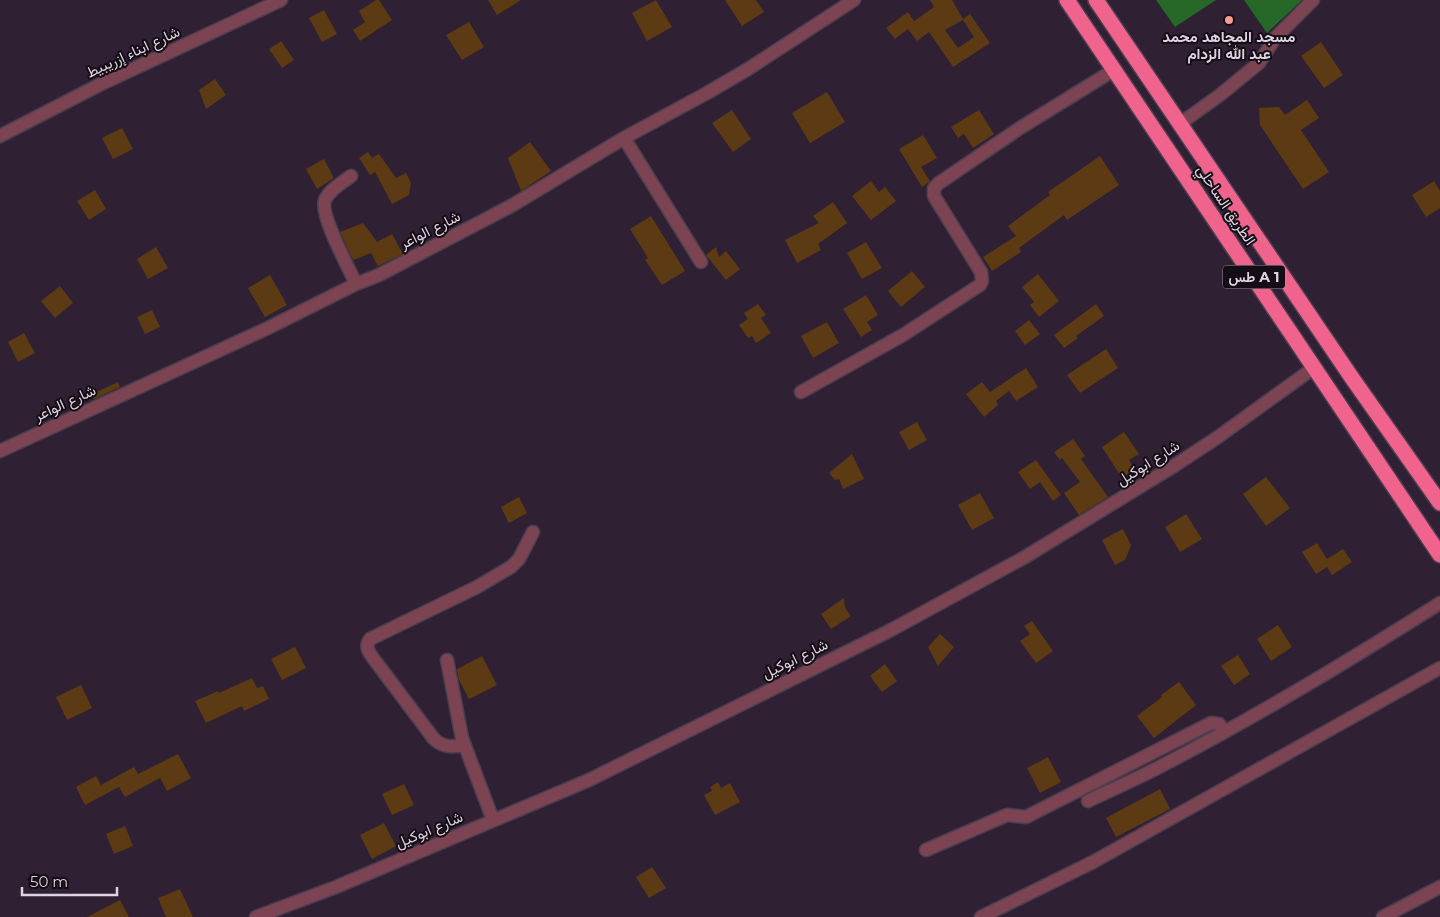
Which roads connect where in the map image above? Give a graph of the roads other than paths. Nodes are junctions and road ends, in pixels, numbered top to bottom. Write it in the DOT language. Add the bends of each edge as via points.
graph roads {
  1 [pos="281,0"];
  2 [pos="854,0"];
  3 [pos="1067,0"];
  4 [pos="1096,0"];
  5 [pos="1313,0"];
  6 [pos="1114,70"];
  7 [pos="1181,123"];
  8 [pos="0,136"];
  9 [pos="624,138"];
  10 [pos="351,176"];
  11 [pos="701,262"];
  12 [pos="356,284"];
  13 [pos="1315,367"];
  14 [pos="801,392"];
  15 [pos="0,451"];
  16 [pos="1440,503"];
  17 [pos="532,532"];
  18 [pos="1440,555"];
  19 [pos="1440,604"];
  20 [pos="447,660"];
  21 [pos="1440,668"];
  22 [pos="1224,732"];
  23 [pos="465,745"];
  24 [pos="1088,801"];
  25 [pos="493,820"];
  26 [pos="926,850"];
  27 [pos="1440,886"];
  28 [pos="256,917"];
  29 [pos="981,917"];
  30 [pos="1383,917"];
  1 -- 8 [label="street, شارع ابناء إزريبيط" via="99,85"];
  2 -- 9 [label="street, شارع الواعر" via="707,93"];
  3 -- 6 [label="highway, الطريق الساحلي / طس A 1"];
  4 -- 7 [label="highway, الطريق الساحلي / طس A 1"];
  5 -- 7 [label="street" via="1275,38 1259,63"];
  6 -- 13 [label="highway, الطريق الساحلي / طس A 1"];
  6 -- 14 [label="street" via="1020,128 934,188 934,196 981,272 980,285 903,335"];
  7 -- 16 [label="highway, الطريق الساحلي / طس A 1"];
  9 -- 11 [label="street"];
  9 -- 12 [label="street, شارع الواعر" via="511,206"];
  10 -- 12 [label="street" via="330,192 324,204 326,219"];
  12 -- 15 [label="street, شارع الواعر"];
  13 -- 18 [label="highway, الطريق الساحلي / طس A 1"];
  13 -- 25 [label="street, شارع ابوكيل" via="1196,452 968,589 589,780"];
  17 -- 23 [label="street" via="519,559 511,567 370,639 367,644 373,658 434,739 446,746"];
  19 -- 22 [label="street"];
  20 -- 23 [label="street"];
  21 -- 29 [label="street" via="1094,862"];
  22 -- 24 [label="street"];
  22 -- 26 [label="street" via="1219,724 1211,723 1026,817 1007,814"];
  23 -- 25 [label="street"];
  25 -- 28 [label="street, شارع ابوكيل" via="336,887"];
  27 -- 30 [label="street"];
}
_ _ _ _
Exercise brief | Copy the entries exactly. Leave out the images.

Worked solution |
Which roads connect where in the map image above? Give a graph of the roads other than paths. Nodes are junctions and road ends, in pixels, numbered top to bottom. Write it in the DOT language. Add the bends of each edge as via points.
graph roads {
  1 [pos="281,0"];
  2 [pos="854,0"];
  3 [pos="1067,0"];
  4 [pos="1096,0"];
  5 [pos="1313,0"];
  6 [pos="1114,70"];
  7 [pos="1181,123"];
  8 [pos="0,136"];
  9 [pos="624,138"];
  10 [pos="351,176"];
  11 [pos="701,262"];
  12 [pos="356,284"];
  13 [pos="1315,367"];
  14 [pos="801,392"];
  15 [pos="0,451"];
  16 [pos="1440,503"];
  17 [pos="532,532"];
  18 [pos="1440,555"];
  19 [pos="1440,604"];
  20 [pos="447,660"];
  21 [pos="1440,668"];
  22 [pos="1224,732"];
  23 [pos="465,745"];
  24 [pos="1088,801"];
  25 [pos="493,820"];
  26 [pos="926,850"];
  27 [pos="1440,886"];
  28 [pos="256,917"];
  29 [pos="981,917"];
  30 [pos="1383,917"];
  1 -- 8 [label="street, شارع ابناء إزريبيط" via="99,85"];
  2 -- 9 [label="street, شارع الواعر" via="707,93"];
  3 -- 6 [label="highway, الطريق الساحلي / طس A 1"];
  4 -- 7 [label="highway, الطريق الساحلي / طس A 1"];
  5 -- 7 [label="street" via="1275,38 1259,63"];
  6 -- 13 [label="highway, الطريق الساحلي / طس A 1"];
  6 -- 14 [label="street" via="1020,128 934,188 934,196 981,272 980,285 903,335"];
  7 -- 16 [label="highway, الطريق الساحلي / طس A 1"];
  9 -- 11 [label="street"];
  9 -- 12 [label="street, شارع الواعر" via="511,206"];
  10 -- 12 [label="street" via="330,192 324,204 326,219"];
  12 -- 15 [label="street, شارع الواعر"];
  13 -- 18 [label="highway, الطريق الساحلي / طس A 1"];
  13 -- 25 [label="street, شارع ابوكيل" via="1196,452 968,589 589,780"];
  17 -- 23 [label="street" via="519,559 511,567 370,639 367,644 373,658 434,739 446,746"];
  19 -- 22 [label="street"];
  20 -- 23 [label="street"];
  21 -- 29 [label="street" via="1094,862"];
  22 -- 24 [label="street"];
  22 -- 26 [label="street" via="1219,724 1211,723 1026,817 1007,814"];
  23 -- 25 [label="street"];
  25 -- 28 [label="street, شارع ابوكيل" via="336,887"];
  27 -- 30 [label="street"];
}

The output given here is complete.